SRC reveals why governors must build those swanky residences

Bomet governor’s official residence

The unfinished shell of the Bomet governor’s official residence in October. Its construction has stalled for the past three years after the county government failed to allocate funds for the project.

Photo credit: Vitalis Kimutai | Nation Media Group

County governments that are yet to build official residences for governors, deputy governors and assembly speakers risk being cited for violation of a public policy on the housing benefit of the three officials.

Salaries and Remuneration Commission (SRC) chairperson Lyn Mengich told Nation that the June 30, 2022 deadline within which the 47 devolved units were required to have built the residences will not be renegotiated.

“The deadline was not extended therefore, our circular stands,” said Ms Mengich.

Governors, their deputies and county assembly speakers, just like all other state officers, are paid a house allowance. Cumulatively, it cost the taxpayer Sh1.49 billion in rent for governors, deputy governors and assembly speakers in each of the 47 counties.

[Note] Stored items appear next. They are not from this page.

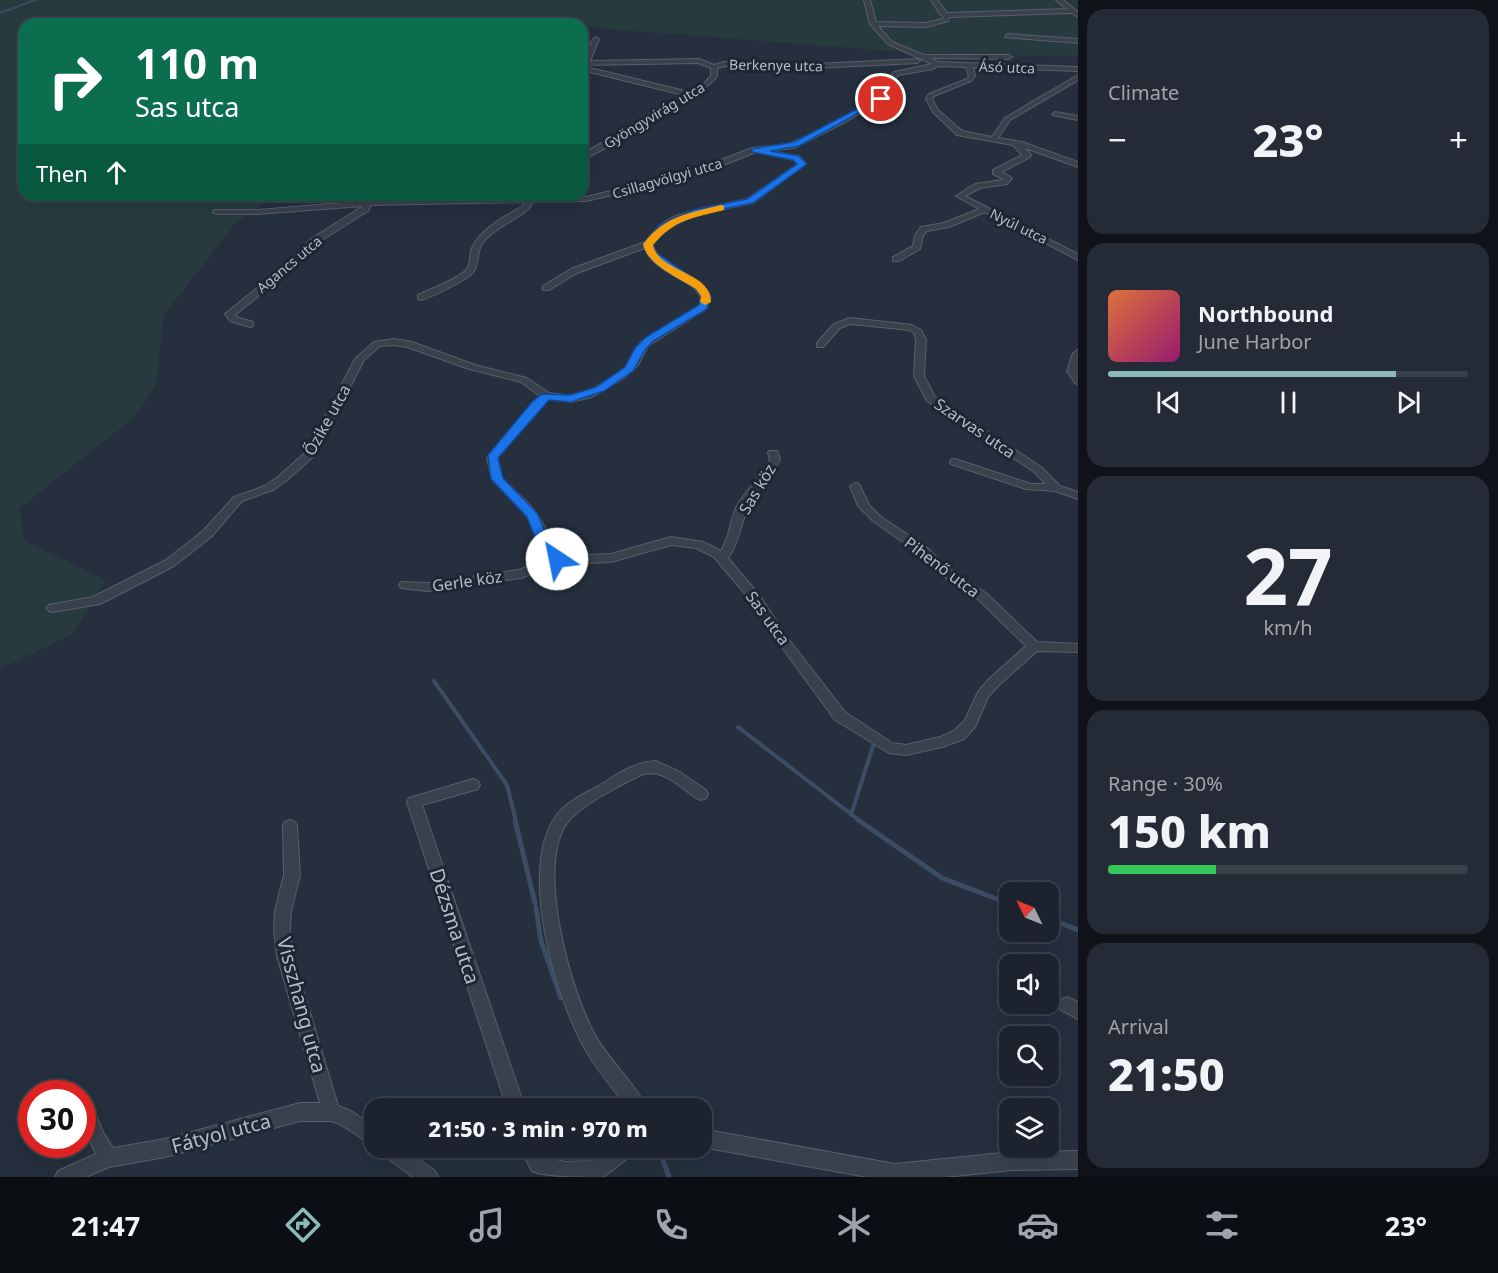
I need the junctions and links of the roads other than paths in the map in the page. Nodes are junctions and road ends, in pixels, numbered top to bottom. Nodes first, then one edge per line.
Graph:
1 (867, 0) edge
2 (934, 0) edge
3 (1059, 0) edge
4 (1071, 11) junction
5 (946, 15) junction
6 (1078, 15) edge
7 (873, 24) junction
8 (1007, 36) dead end
9 (597, 39) dead end
10 (1078, 41) edge
11 (588, 55) edge
12 (923, 55) junction
13 (1009, 57) dead end
14 (934, 62) junction
15 (588, 64) edge
16 (588, 65) edge
17 (969, 65) junction
18 (714, 67) junction
19 (1078, 69) edge
20 (1078, 77) edge
21 (692, 95) junction
22 (1055, 114) dead end
23 (1078, 118) edge
24 (994, 139) junction
25 (1010, 142) junction
26 (755, 150) junction
27 (588, 154) edge
28 (1078, 165) edge
29 (588, 199) edge
30 (529, 201) joint
31 (368, 202) junction
32 (986, 210) junction
33 (217, 212) dead end
34 (648, 244) junction
35 (1078, 257) edge
36 (896, 259) dead end
37 (546, 288) dead end
38 (421, 297) dead end
39 (250, 324) dead end
40 (820, 345) dead end
41 (1077, 356) edge
42 (1078, 381) edge
43 (546, 396) junction
44 (773, 453) dead end
45 (955, 462) dead end
46 (855, 486) dead end
47 (1056, 488) junction
48 (1078, 496) edge
49 (558, 555) junction
50 (722, 557) junction
51 (405, 585) dead end
52 (53, 608) dead end
53 (1034, 646) junction
54 (1078, 648) edge
55 (473, 785) dead end
56 (701, 794) dead end
57 (290, 826) dead end
58 (513, 1098) edge
59 (631, 1098) edge
60 (331, 1112) junction
61 (364, 1130) edge
62 (96, 1137) edge
63 (712, 1140) edge
64 (109, 1158) junction
65 (402, 1158) edge
66 (535, 1158) edge
67 (613, 1158) edge
68 (1078, 1160) edge
69 (590, 1173) edge
70 (64, 1177) edge
71 (429, 1177) edge

1 - 7 street
2 - 5 street
3 - 4 street
4 - 5 street
4 - 6 street
5 - 7 street
7 - 12 street
8 - 10 street
9 - 11 street
12 - 13 street
12 - 14 street
14 - 17 street, Ásó utca
14 - 18 street, Berkenye utca
14 - 26 street, Csillagvölgyi utca
15 - 18 street, Berkenye utca
16 - 21 street
17 - 19 street, Ásó utca
17 - 24 street
18 - 21 street, Gyöngyvirág utca
20 - 24 street
21 - 27 street, Gyöngyvirág utca
22 - 23 street
24 - 25 street
25 - 28 street
25 - 32 street, Nyúl utca
26 - 29 street, Csillagvölgyi utca
26 - 34 street
30 - 31 street, Csillagvölgyi utca
30 - 38 street
31 - 33 street, Csillagvölgyi utca
31 - 39 street, Agancs utca
32 - 35 street, Nyúl utca
32 - 36 street
34 - 37 street
34 - 43 street
40 - 47 street, Szarvas utca
41 - 42 street
43 - 49 street
43 - 52 street, Őzike utca
44 - 50 street, Sas köz
45 - 47 street
46 - 53 street, Pihenő utca
47 - 48 street, Szarvas utca
49 - 50 street, Sas utca
49 - 51 street, Gerle köz
50 - 53 street, Sas utca
53 - 54 street
55 - 58 street, Dézsma utca
56 - 59 street
57 - 60 street, Visszhang utca
60 - 61 street, Fátyol utca
60 - 64 street, Fátyol utca
62 - 64 street
63 - 68 street
64 - 70 street, Fátyol utca
65 - 71 street
66 - 69 street
67 - 69 street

The figure has been computed from March 1, 2013 to June 30, 2022, which is nine years and four months. Broken down, governors’ official residences consumed Sh560 million, deputy governors Sh505.68 million and assembly speakers Sh420 million.

On May 20, 2019, SRC in a circular issued to all county secretaries and clerks of county assemblies directed that county governments that have not constructed the official residences to ensure they are done by June 30, 2022.

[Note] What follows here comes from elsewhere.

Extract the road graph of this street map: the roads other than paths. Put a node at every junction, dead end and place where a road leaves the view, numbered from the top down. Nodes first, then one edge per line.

Of the 47 counties, the circular lists Homa Bay and Kajiado as counties that have built residences for the governors and their deputies.

Kilifi has built the governor’s residence, while Isiolo has only completed the deputy governor’s residence. None of the devolved units has done the county assembly speakers’ residences.

SRC had extended the deadline twice to allow counties that have not started the construction of the houses time to allocate funds for the work.

The implication of the May 20, 2019 SRC circular is that the three county officials whose counties are yet to construct their official residences are on their own.

Some governors, their deputies and county assembly speakers have claimed rent money while living in their own houses.

If county governments defy the SRC circular and continue paying rent for the three officials, the matter will be cited as an audit query in the report of the Auditor-General.

The 2017 SRC guidelines that expired on June 30, 2022, show that Nairobi, Mombasa and Kisumu governors each pocketed Sh200,000 in monthly house allowances, with their colleagues in the other counties getting Sh100,000. Deputy governors in Nairobi, Mombasa and Kisumu got Sh185,000 with their colleagues from the other counties getting Sh90,000.

County assembly speakers in Nairobi, Mombasa and Kisumu were paid a house allowance of Sh150,000, with their colleagues from other counties getting half the amount.

As per the SRC circular and guidelines, the cost of constructing governor, deputy governor and speaker residences was capped at Sh45 million, Sh40 million and Sh35 million respectively and the houses must be on public land owned by the county governments.

The house for the governor was to be built on up to two acres and up to one acre each for the deputy governor and county assembly speaker.

While the county assemblies worked hard to approve funds for the construction of the residences, some governors have come out to dismiss it as unnecessary.

Mr Johnson Sakaja (Nairobi) and Mr James Orengo (Siaya) are on record as saying that construction of their official residences is not a priority.

“I have asked them to reallocate the money to other priority projects. I already have a place where I live,” Mr Sakaja said of the Sh500 million that had been allocated by the Nairobi County Assembly for the construction of the residences of the governor and his deputy. The allocation is 10 times above the limit set by the SRC.

Mr Orengo said he would not undertake the project as “my focus lies in improving the lives of Siaya residents.”

However, Controller of Budget Margaret Nyakang’o, despite clarifying that her mandate is confined to budget ceilings of government agencies, said failure to construct the residences could easily be cited as a violation of a policy of the government “in terms remuneration of a state officer”.